The fighters say they're doing all they can to bring that day faster. They and others associated with the group describe a rapidly evolving support network. Last week three other members of al-Rawi's cell travelled to the southern town of Al Kut to stock up on arms and ammunition. They made the 240km run in an icecream truck, said a former officer in the Iraqi Intelligence Service, the Mukhabarat, who described the trip to Newsweek. (He was an intermediary for the arms dealers.)
Like most towns in the Shiite-dominated south, Al Kut has been relatively quiet in recent weeks. Most inhabitants seem at least co-operative if not pro-American. But a weapons bazaar is flourishing.
The Mukhabarat officer said he and his travelling companions were ushered into house after house. At each stop they were offered tea and then were shown a variety of weapons for sale at bargain prices.

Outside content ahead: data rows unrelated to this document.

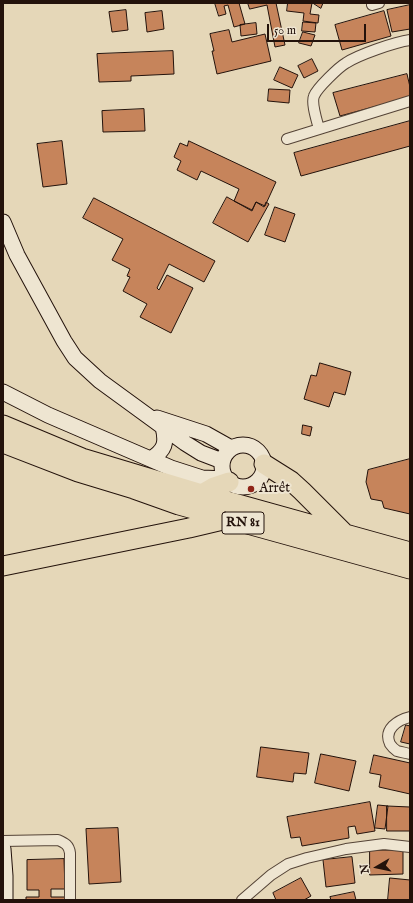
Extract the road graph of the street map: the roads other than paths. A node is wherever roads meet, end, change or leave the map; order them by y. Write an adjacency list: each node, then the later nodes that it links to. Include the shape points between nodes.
1 (410, 40): 3 (street, via 371,51 346,63 327,80 313,101)
2 (410, 101): 3 (street)
3 (319, 129): 4 (street)
4 (287, 140)
5 (3, 222): 7 (street, via 17,256 74,358 100,381)
6 (3, 392): 12 (street, via 48,415)
7 (146, 414): 9 (street); 11 (street, via 206,434)
8 (3, 425): 14 (highway, RN 81)
9 (163, 427): 12 (street, via 163,448); 15 (street)
10 (3, 443): 14 (highway, RN 81)
11 (231, 448): 13 (street, via 238,445 252,447 258,451); 15 (street, via 225,453)
12 (151, 459): 15 (street, via 171,468 200,466)
13 (264, 464): 15 (street, via 256,483 242,488 235,486); 18 (highway, via 291,481)
14 (80, 465): 16 (highway, RN 81); 17 (highway, RN 81, via 134,489 179,505)
15 (224, 472): 16 (highway, via 214,487)
16 (202, 494): 18 (highway, RN 81)
17 (228, 518): 20 (highway); 21 (highway, RN 81)
18 (345, 534): 19 (highway, RN 81)
19 (410, 552)
20 (3, 566)
21 (410, 569)
22 (410, 717): 23 (street, via 398,721 391,727 388,735 396,750)
23 (410, 754)
24 (3, 841): 28 (street, via 58,840 65,843 70,853)
25 (410, 847): 29 (street, via 384,844 307,858 288,864)
26 (3, 849): 27 (street)
27 (5, 900)
28 (70, 900)
29 (242, 900)

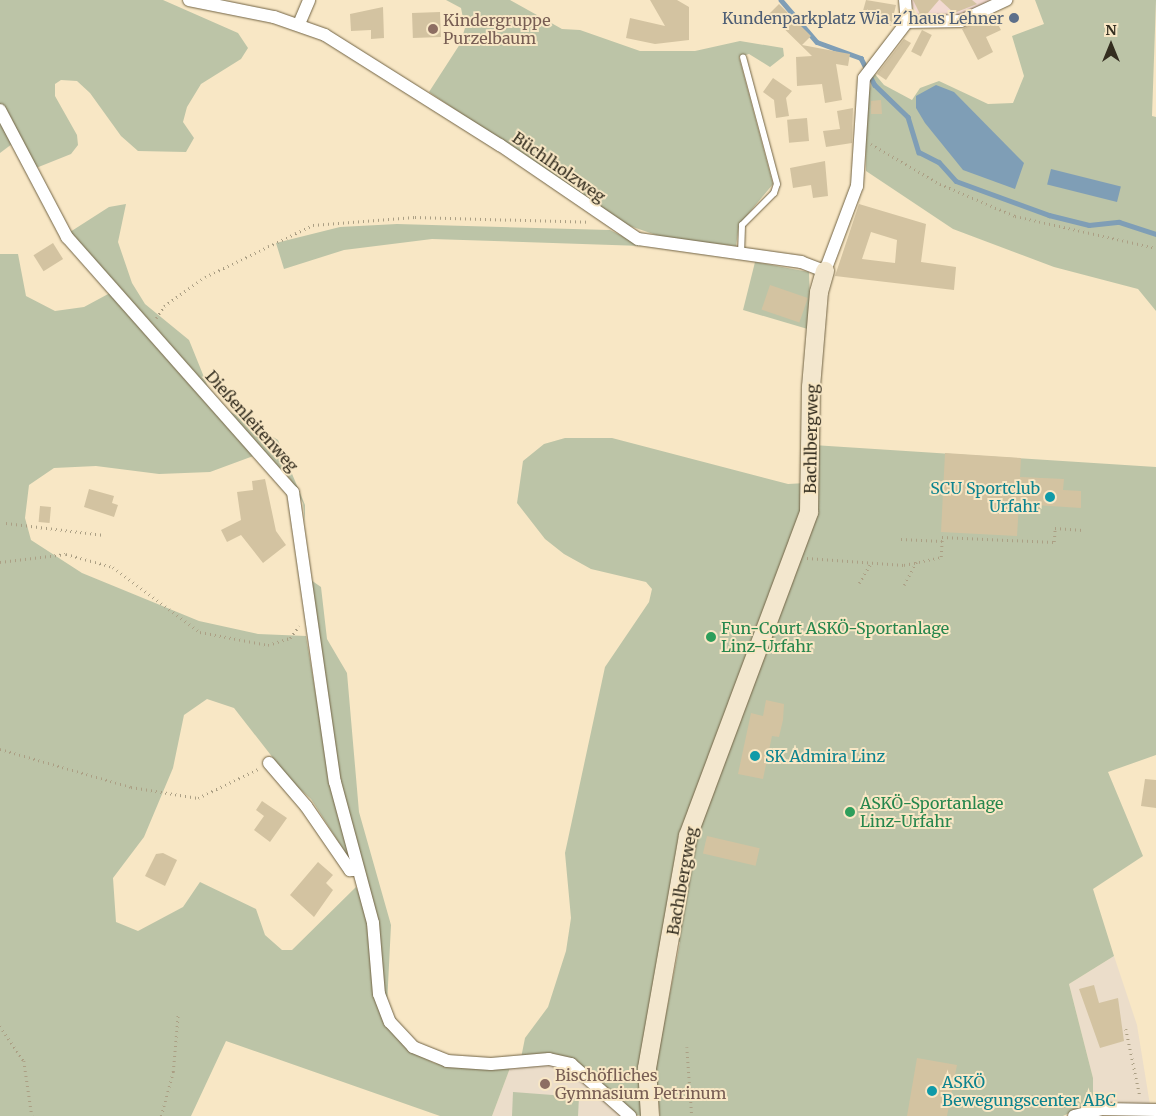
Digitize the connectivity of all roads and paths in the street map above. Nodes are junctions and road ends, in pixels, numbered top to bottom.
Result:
1 (189, 0) edge
2 (309, 0) edge
3 (905, 0) edge
4 (1006, 0) edge
5 (907, 22) junction
6 (299, 24) junction
7 (743, 57) dead end
8 (0, 110) edge
9 (883, 150) dead end
10 (603, 218) junction
11 (1156, 248) edge
12 (741, 254) junction
13 (825, 271) junction
14 (157, 325) dead end
15 (6, 523) dead end
16 (1083, 530) dead end
17 (104, 536) dead end
18 (901, 539) dead end
19 (942, 541) junction
20 (794, 554) junction
21 (0, 562) edge
22 (916, 562) junction
23 (871, 563) junction
24 (860, 583) dead end
25 (904, 585) dead end
26 (299, 626) dead end
27 (0, 749) edge
28 (269, 763) joint
29 (357, 870) junction
30 (178, 1014) dead end
31 (0, 1026) edge
32 (1126, 1030) dead end
33 (687, 1047) dead end
34 (1140, 1110) junction
35 (1156, 1110) edge
36 (32, 1116) edge
37 (161, 1116) edge
38 (630, 1116) edge
39 (650, 1116) edge
40 (692, 1116) edge
41 (1074, 1116) edge

1 - 6 street, Büchlholzweg
2 - 6 street
3 - 5 street
4 - 5 street
5 - 13 street, Bachlbergweg
6 - 10 street, Büchlholzweg
7 - 12 lane
8 - 29 street, Dießenleitenweg
9 - 11 path
10 - 12 street, Büchlholzweg
10 - 14 path
12 - 13 street, Büchlholzweg
13 - 20 street, Bachlbergweg
15 - 17 path
16 - 19 path
18 - 19 path
19 - 22 path
20 - 23 path
20 - 39 street, Bachlbergweg
21 - 26 path
22 - 23 path
22 - 25 path
23 - 24 path
27 - 28 path
28 - 29 street
29 - 38 street, Dießenleitenweg
30 - 37 path
31 - 36 path
32 - 34 path
33 - 40 path
34 - 35 street
34 - 41 street

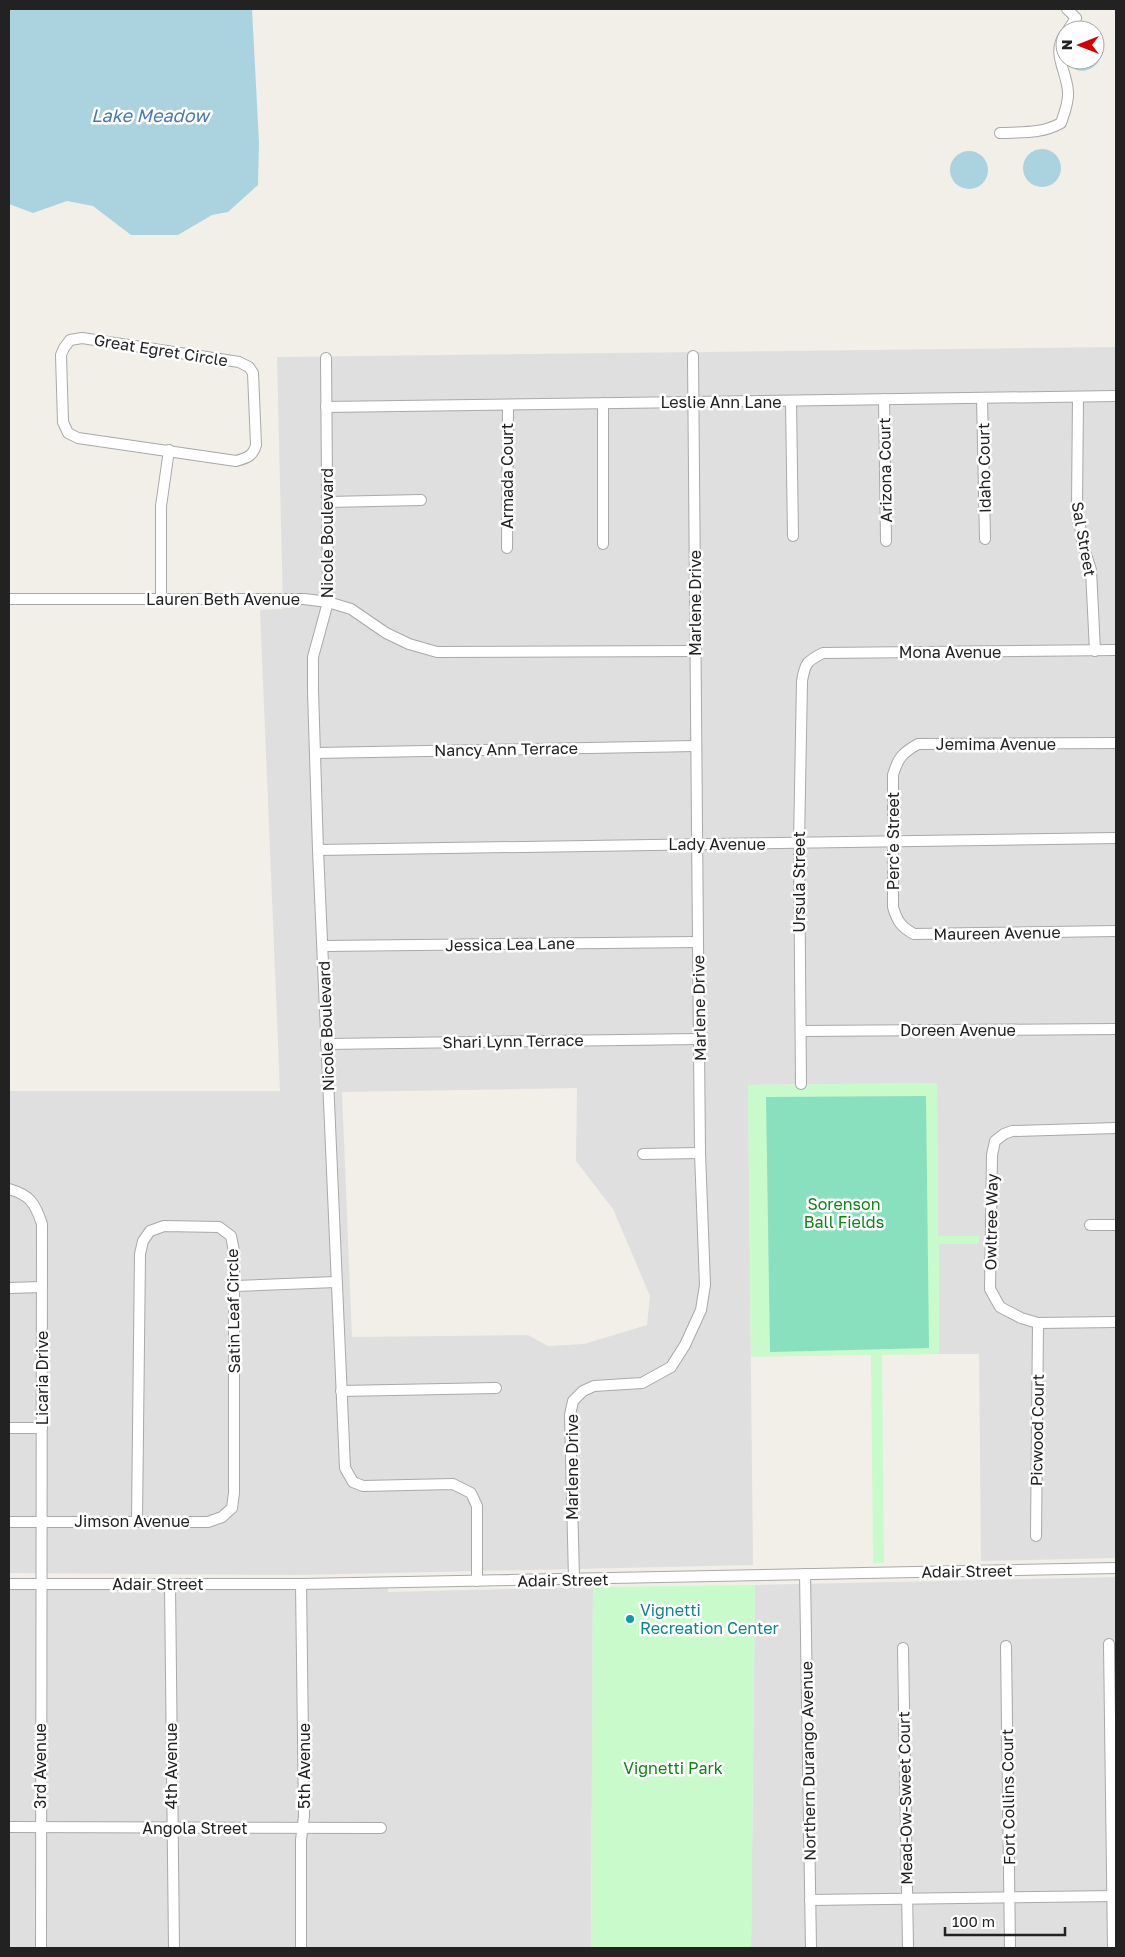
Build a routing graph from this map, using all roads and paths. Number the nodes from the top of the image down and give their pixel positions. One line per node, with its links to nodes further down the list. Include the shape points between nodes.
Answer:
1 (1067, 9): 2 (street)
2 (1075, 20)
3 (1062, 70): 4 (street, via 1068,92 1061,123 1050,130)
4 (1000, 133)
5 (693, 356): 11 (street, Marlene Drive)
6 (326, 358): 15 (street, Nicole Boulevard)
7 (1116, 396): 8 (street, Leslie Ann Lane)
8 (1078, 397): 9 (street, Leslie Ann Lane); 29 (street, Sal Street, via 1077,506 1091,570)
9 (982, 398): 10 (street, Leslie Ann Lane); 20 (street, Idaho Court)
10 (884, 399): 12 (street, Leslie Ann Lane); 21 (street, Arizona Court)
11 (693, 402): 12 (street, Leslie Ann Lane); 13 (street, Leslie Ann Lane); 28 (street, Marlene Drive)
12 (791, 402): 19 (street)
13 (604, 403): 14 (street, Leslie Ann Lane); 22 (street)
14 (508, 405): 15 (street, Leslie Ann Lane); 23 (street, Armada Court)
15 (326, 407): 18 (street, Nicole Boulevard)
16 (168, 450): 16 (street, Great Egret Circle, via 236,461 254,453 254,373 249,367 239,362 159,349 82,338 70,340 62,355 62,422 68,433 78,438); 24 (street, via 161,506)
17 (421, 500): 18 (street)
18 (327, 502): 26 (street, Nicole Boulevard)
19 (793, 536)
20 (985, 539)
21 (886, 541)
22 (604, 544)
23 (507, 548)
24 (161, 599): 25 (street, Lauren Beth Avenue); 26 (street, Lauren Beth Avenue, via 304,599)
25 (9, 600)
26 (328, 602): 28 (street, Lauren Beth Avenue, via 351,610 409,644 437,652); 33 (street, Nicole Boulevard, via 313,657)
27 (1116, 650): 29 (street, Mona Avenue)
28 (695, 651): 32 (street, Marlene Drive)
29 (1095, 651): 30 (street, Mona Avenue, via 823,653 809,660)
30 (802, 681): 38 (street, Ursula Street)
31 (1116, 743): 34 (street, Jemima Avenue, via 918,744 904,752)
32 (696, 746): 33 (street, Nancy Ann Terrace); 37 (street, Marlene Drive)
33 (315, 753): 39 (street, Nicole Boulevard)
34 (893, 776): 36 (street, Perc'e Street)
35 (1116, 838): 36 (street, Lady Avenue)
36 (893, 841): 38 (street, Lady Avenue); 40 (street, Perc'e Street)
37 (698, 843): 38 (street, Lady Avenue); 39 (street, Lady Avenue); 42 (street, Marlene Drive)
38 (799, 843): 45 (street, Ursula Street)
39 (318, 850): 43 (street, Nicole Boulevard)
40 (893, 907): 41 (street, Maureen Avenue, via 897,920 914,934)
41 (1116, 931)
42 (698, 942): 43 (street, Jessica Lea Lane); 46 (street, Marlene Drive)
43 (323, 946): 47 (street, Nicole Boulevard)
44 (1116, 1029): 45 (street, Doreen Avenue)
45 (800, 1031): 48 (street, Ursula Street)
46 (699, 1039): 47 (street, Shari Lynn Terrace); 50 (street, Marlene Drive)
47 (326, 1044): 55 (street, Nicole Boulevard)
48 (801, 1084)
49 (1116, 1128): 60 (street, Owltree Way, via 1012,1131 995,1141 992,1155 990,1289 1000,1307)
50 (700, 1152): 51 (street); 72 (street, Marlene Drive, via 705,1285 701,1310 685,1345 671,1366 642,1383 594,1386 573,1401 570,1415)
51 (643, 1154)
52 (9, 1190): 57 (street, Licaria Drive, via 23,1194 36,1208 42,1224)
53 (1090, 1225): 54 (street)
54 (1116, 1225)
55 (336, 1282): 56 (street); 62 (street, Nicole Boulevard)
56 (235, 1286): 65 (street, Satin Leaf Circle, via 234,1492 232,1508); 66 (street, Satin Leaf Circle, via 231,1236 219,1227 164,1226 150,1231 143,1241 140,1254)
57 (42, 1287): 58 (street); 64 (street, Licaria Drive)
58 (9, 1288)
59 (1116, 1322): 60 (street)
60 (1038, 1323): 69 (street, Picwood Court)
61 (496, 1388): 62 (street)
62 (341, 1391): 73 (street, Nicole Boulevard, via 345,1468 353,1482 363,1486 453,1484 471,1493 476,1506)
63 (9, 1428): 64 (street)
64 (42, 1428): 68 (street, Licaria Drive)
65 (222, 1517): 66 (street, Jimson Avenue, via 208,1522)
66 (137, 1520): 68 (street, Jimson Avenue)
67 (9, 1522): 68 (street, Jimson Avenue)
68 (42, 1522): 75 (street, Licaria Drive)
69 (1036, 1536)
70 (1116, 1568): 71 (street, Adair Street)
71 (805, 1574): 72 (street, Adair Street); 89 (street, Northern Durango Avenue)
72 (574, 1579): 73 (street, Adair Street)
73 (476, 1581): 77 (street, Adair Street)
74 (9, 1584): 75 (street, Adair Street)
75 (41, 1584): 76 (street, Adair Street); 82 (street, 3rd Avenue)
76 (170, 1584): 77 (street, Adair Street); 83 (street, 4th Avenue)
77 (300, 1584): 84 (street, 5th Avenue)
78 (1109, 1644): 86 (street)
79 (1006, 1646): 87 (street, Fort Collins Court)
80 (903, 1648): 88 (street, Mead-Ow-Sweet Court)
81 (9, 1826): 82 (street, Angola Street)
82 (40, 1826): 83 (street, Angola Street); 90 (street, 3rd Avenue)
83 (172, 1828): 84 (street, Angola Street); 91 (street, 4th Avenue)
84 (303, 1828): 85 (street, Angola Street); 92 (street, 5th Avenue)
85 (381, 1828)
86 (1114, 1896): 87 (street); 96 (street)
87 (1009, 1897): 88 (street); 95 (street, Fort Collins Court)
88 (907, 1899): 89 (street); 94 (street, Mead-Ow-Sweet Court)
89 (810, 1900): 93 (street, Northern Durango Avenue)
90 (41, 1948)
91 (174, 1948)
92 (301, 1948)
93 (811, 1948)
94 (908, 1948)
95 (1010, 1948)
96 (1113, 1948)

The sellers were asking as little as $70 for a rocket-propelled-grenade launcher. Hand grenades were going for $1.50 apiece.
The travellers paid for their purchases with crisp, newly minted bundles of Iraqi currency. They bought at least seven plastic boxes of RPG rounds, several tin boxes of ammunition, several used and damaged RPGs for spare parts and a few pistols. They hid everything under the icecream in the truck and headed home, the officer said. The driver followed a circuitous route home to Fallujah, steering clear of Baghdad and its omnipresent US checkpoints.
The fighters told the officer that their gun-running trucks often travelled with escort cars in front and behind to watch out for Americans and create a distraction if anyone tried to search the truck.
The group's ambushes require a steady supply of ammunition, al-Rawi and his comrades said. A week before the interview, they launched a 60mm mortar attack on a convoy just 10 minutes down the road from the safe house. They fired the rounds from a thickly overgrown field dotted with houses. The attack set a Humvee on fire, according to the men.
Four big craters mark the roadside where the ambush took place. That was one of several ambushes the three fighters said their cell has carried out in recent weeks, in the Fallujah area and around Baghdad's airport. Several attacks have used explosives detonated by remote control, they said, and all have taken place in the early morning or just after nightfall.
The fighters described a simple but apparently effective communications system for co-ordinating the group's actions. "There is a central command, and we communicate on a daily basis," said al-Rawi.
At the top of the organisation is a man the fighters call "a high-ranking officer who knows the art of fighting." Couriers deliver his handwritten instructions on paper. The orders often mention specific targets or preferred means of attack.
Al-Rawi said the group also had special units that carried out surveillance of US targets. Weapons practice is an almost daily affair, according to the fighters, who all said they were veterans of Saddam's military. All three are members of the same clan in the Dulaimi tribe, which was mistakenly attacked by US forces early in the war.
The fighters claim their group has no need for recruiters; they said their neighbours were "begging for weapons" to fight the Americans.
US troops recently withdrew completely from the city of Fallujah after attacks became too frequent and costly. Now the fighters want to repeat that success elsewhere. They have learned to hit coalition targets with explosives and get away before the Americans can start shooting in all directions. Every counter-attack deepens the people's resentment against the foreigners.
The fighters seemed able to move openly in Amriyah, without fear that anyone might report them to the Americans. The house was near a former weapons factory; on Friday afternoon a US military patrol came within 10 minutes' drive from the place. The neighbourhood was drab but relatively affluent by Iraqi standards. "The Americans," al-Rawi said, "will go to their funerals here."